Consequently, all of the above can be broken down into very simple numbers. It’s exactly such numbers that powertrain analysts from JD Power, for example, used to make hybrid sale’s forecasts that I would mock many years ago. But the joke was on me. Many years later those forecasts were spot on. If you have access to the numbers, forecasts aren’t fortunetelling, just simple math. New supplies and supply chains don’t magically appear. They’re planned, many years ahead of time. Nothing in the auto industry happens over night.

The legacy effect, for example, is one of those real head spinners that exemplifies this reality. If you have a few hundred million vehicles already on US roads, and you sell 13 million vehicles per year, how many years does it take to replace the fleet?
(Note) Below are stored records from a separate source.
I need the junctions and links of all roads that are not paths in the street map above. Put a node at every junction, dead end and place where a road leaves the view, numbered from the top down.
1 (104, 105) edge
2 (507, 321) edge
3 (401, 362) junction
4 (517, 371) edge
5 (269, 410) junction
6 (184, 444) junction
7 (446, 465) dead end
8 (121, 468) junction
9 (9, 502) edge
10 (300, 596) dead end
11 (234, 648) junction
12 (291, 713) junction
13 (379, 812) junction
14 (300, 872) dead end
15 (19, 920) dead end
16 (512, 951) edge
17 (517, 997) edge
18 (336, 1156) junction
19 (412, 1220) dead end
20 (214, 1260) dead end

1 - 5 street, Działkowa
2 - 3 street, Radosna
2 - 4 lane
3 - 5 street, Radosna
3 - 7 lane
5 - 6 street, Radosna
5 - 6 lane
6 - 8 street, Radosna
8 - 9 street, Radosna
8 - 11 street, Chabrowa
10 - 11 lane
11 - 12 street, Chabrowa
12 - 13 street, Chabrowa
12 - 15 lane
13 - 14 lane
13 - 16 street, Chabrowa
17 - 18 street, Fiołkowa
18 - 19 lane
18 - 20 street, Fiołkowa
Yet, America is nowhere near any huge embrace of automotive change — in terms of automakers and/or consumers at large.

When it comes to plug-ins, for instance, recent analysis found that more than half of all Californians have no off-street parking and, consequently, no place to charge. Couple that with the fact that 50 percent of all US vehicle sales are light duty trucks and the difficult road ahead for EVs becomes ever more apparent. I mean where are the plug-in pick up trucks — THE most important vehicle segment in America today? Furthermore, if a hybrid pickup truck like the Chevy Silverado hybrid can only achieve a few hundred sales every year, how is a more expensive plug-in pickup with less range supposed to compete?

Ohh, but batteries are going to become drastically cheaper and change everything, and there will be wireless charging along every sidewalk.

Maybe, but the people most responsible for understanding such possibilities certainly aren’t betting on such a reality. Betting on just 10 percent EV penetration by 2020, for instance, is a HUGE gamble today. Moreover, even if a major breakthrough were achieved today and it were instantly scalable, it would still take many, many years to develop all the supply chains and manufacturing capabilities necessary to set the revolution in motion.

Typically, however, even a revolutionary breakthrough will still require time to scale into a truly cost-effective one. Lithium batteries have been around for more than 30 years already. And they’re still not ready to mainstream.

None of that is a problem, of course, as long as the world — especially America — has the luxury of time. Do we? Do we feel lucky America?